I note that Kwasnik was affirmed by the Appellate Division [691 NYS2d 525, 262 AD2d 171 (1999)]. Based on that decision and others dealing involving analogous principles, those portions of a resume or application for employment that are relevant to the performance of one’s duties, must be disclosed. In addition, it has been held that those portions of records indicating one’s general education background must be disclosed [Ruberti, Girvin and Ferlazzo v. NYS Division of State Police, 218 AD2d 494 (1996)].

Other aspects of a resume or application may, in my view, be withheld. Those items pertaining to the applicant who was later hired that are irrelevant to the position, i.e., home address, social security number, marital status, hobbies, etc., may be deleted on the ground that disclosure would constitute an unwarranted invasion of the applicant’s privacy.
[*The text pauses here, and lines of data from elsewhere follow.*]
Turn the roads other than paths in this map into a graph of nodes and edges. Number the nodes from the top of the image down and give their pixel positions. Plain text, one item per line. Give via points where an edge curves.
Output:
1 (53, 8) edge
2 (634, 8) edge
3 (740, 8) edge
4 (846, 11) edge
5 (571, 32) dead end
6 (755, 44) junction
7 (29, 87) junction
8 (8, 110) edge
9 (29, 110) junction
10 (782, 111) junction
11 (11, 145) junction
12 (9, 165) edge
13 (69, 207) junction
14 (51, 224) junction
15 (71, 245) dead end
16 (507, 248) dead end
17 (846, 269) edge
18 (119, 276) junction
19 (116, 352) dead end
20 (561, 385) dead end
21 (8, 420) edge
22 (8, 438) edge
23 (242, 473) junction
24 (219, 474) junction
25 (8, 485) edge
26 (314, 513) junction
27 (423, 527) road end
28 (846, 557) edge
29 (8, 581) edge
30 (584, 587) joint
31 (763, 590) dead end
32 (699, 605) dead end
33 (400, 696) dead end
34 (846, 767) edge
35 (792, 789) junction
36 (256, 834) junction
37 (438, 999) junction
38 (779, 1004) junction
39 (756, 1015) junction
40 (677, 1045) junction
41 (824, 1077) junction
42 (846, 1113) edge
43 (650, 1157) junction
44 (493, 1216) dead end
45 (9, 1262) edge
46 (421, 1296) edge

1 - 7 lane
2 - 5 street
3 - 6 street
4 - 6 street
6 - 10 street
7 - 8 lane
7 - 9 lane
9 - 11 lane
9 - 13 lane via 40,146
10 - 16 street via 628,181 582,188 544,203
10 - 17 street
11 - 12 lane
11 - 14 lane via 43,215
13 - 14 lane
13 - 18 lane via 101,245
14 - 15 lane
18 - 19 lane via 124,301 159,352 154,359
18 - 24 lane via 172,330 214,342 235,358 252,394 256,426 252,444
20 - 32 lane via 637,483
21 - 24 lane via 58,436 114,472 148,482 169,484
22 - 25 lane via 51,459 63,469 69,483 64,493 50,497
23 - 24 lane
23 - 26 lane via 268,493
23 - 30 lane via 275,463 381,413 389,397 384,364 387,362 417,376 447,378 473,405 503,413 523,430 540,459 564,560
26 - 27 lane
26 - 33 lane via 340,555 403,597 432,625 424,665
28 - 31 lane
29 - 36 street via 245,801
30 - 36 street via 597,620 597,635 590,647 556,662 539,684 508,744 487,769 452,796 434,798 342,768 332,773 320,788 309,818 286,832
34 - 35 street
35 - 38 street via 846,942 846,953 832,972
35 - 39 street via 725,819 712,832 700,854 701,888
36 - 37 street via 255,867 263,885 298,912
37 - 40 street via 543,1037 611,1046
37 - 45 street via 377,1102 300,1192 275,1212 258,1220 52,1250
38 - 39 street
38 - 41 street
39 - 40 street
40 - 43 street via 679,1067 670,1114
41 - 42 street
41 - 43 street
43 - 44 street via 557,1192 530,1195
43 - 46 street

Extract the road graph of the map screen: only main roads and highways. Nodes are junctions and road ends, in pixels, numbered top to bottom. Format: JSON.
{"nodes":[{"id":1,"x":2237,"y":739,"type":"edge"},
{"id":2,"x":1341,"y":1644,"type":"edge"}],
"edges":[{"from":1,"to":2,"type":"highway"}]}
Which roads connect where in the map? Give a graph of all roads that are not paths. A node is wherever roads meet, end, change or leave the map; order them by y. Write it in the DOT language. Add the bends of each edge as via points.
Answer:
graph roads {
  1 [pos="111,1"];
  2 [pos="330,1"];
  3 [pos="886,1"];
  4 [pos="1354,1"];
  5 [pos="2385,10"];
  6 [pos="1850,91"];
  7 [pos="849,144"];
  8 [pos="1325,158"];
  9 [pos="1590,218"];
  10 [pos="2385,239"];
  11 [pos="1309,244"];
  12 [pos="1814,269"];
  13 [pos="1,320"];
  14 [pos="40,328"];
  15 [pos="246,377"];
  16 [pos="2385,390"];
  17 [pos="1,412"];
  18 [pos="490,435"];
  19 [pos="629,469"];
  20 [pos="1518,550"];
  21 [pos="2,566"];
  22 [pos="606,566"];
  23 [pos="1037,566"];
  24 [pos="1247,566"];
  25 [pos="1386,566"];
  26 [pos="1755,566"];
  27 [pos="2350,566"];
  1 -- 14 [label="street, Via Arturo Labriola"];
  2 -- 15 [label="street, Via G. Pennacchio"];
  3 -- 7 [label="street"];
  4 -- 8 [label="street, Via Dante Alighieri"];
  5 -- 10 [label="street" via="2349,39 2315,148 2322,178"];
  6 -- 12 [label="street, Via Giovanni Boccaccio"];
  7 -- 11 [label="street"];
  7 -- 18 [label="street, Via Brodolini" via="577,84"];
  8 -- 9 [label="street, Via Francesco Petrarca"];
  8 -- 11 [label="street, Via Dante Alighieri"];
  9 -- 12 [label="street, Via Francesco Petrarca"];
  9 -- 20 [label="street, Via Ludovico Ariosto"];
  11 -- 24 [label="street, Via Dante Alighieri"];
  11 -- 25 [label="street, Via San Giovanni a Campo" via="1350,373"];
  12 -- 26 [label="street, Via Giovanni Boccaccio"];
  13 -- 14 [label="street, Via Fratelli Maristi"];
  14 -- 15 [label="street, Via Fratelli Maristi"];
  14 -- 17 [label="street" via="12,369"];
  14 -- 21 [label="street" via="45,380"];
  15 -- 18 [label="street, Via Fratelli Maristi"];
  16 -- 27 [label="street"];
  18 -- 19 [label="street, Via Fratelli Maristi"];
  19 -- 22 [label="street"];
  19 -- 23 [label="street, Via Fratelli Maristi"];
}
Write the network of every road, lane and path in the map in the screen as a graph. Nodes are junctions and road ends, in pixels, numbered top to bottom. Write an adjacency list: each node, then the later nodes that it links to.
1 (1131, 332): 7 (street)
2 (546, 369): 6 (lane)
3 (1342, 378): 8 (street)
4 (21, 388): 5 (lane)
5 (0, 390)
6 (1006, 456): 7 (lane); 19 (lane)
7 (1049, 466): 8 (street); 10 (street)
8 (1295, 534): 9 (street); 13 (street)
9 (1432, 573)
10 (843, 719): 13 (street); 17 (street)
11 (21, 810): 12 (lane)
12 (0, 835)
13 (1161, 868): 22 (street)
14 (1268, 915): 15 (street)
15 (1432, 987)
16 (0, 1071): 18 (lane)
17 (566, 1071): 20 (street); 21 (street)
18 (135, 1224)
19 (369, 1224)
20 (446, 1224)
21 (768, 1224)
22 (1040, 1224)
In addition, when there is a background investigation, it is likely that records include the identities of others, such as prior employers, neighbors, and others. If that is so, I believe that personally identifying details pertaining to those persons may be deleted to protect against an unwarranted invasion of their privacy.

Lastly, at the time that your letter was transmitted to this office, seventeen days had passed without having received a response since the receipt of your appeal by the Department. As you are aware, §89(4)(a) of the Freedom of Information Law requires that an agency must determine an appeal within ten business days of it receipt by either granting access to the records or fully explaining in writing the reasons for further denial. If an agency fails to respond within the statutory time, the person seeking the records may consider the appeal to have been denied and be deemed to have exhausted his or her administrative remedies. In that circumstance, he or she may seek judicial review of the denial of access by initiating a proceeding under Article 78 of the Civil Practice Law and Rules [see Floyd v. McGuire, 87 AD2d 388, appeal dismissed, 57 NY2d 774 (1982)].

In an effort to enhance compliance with and understanding of the matter, and to attempt to avoid litigation, a copy of this opinion will be forwarded to the person at the Department designated to determine appeals.

I hope that I have been of assistance.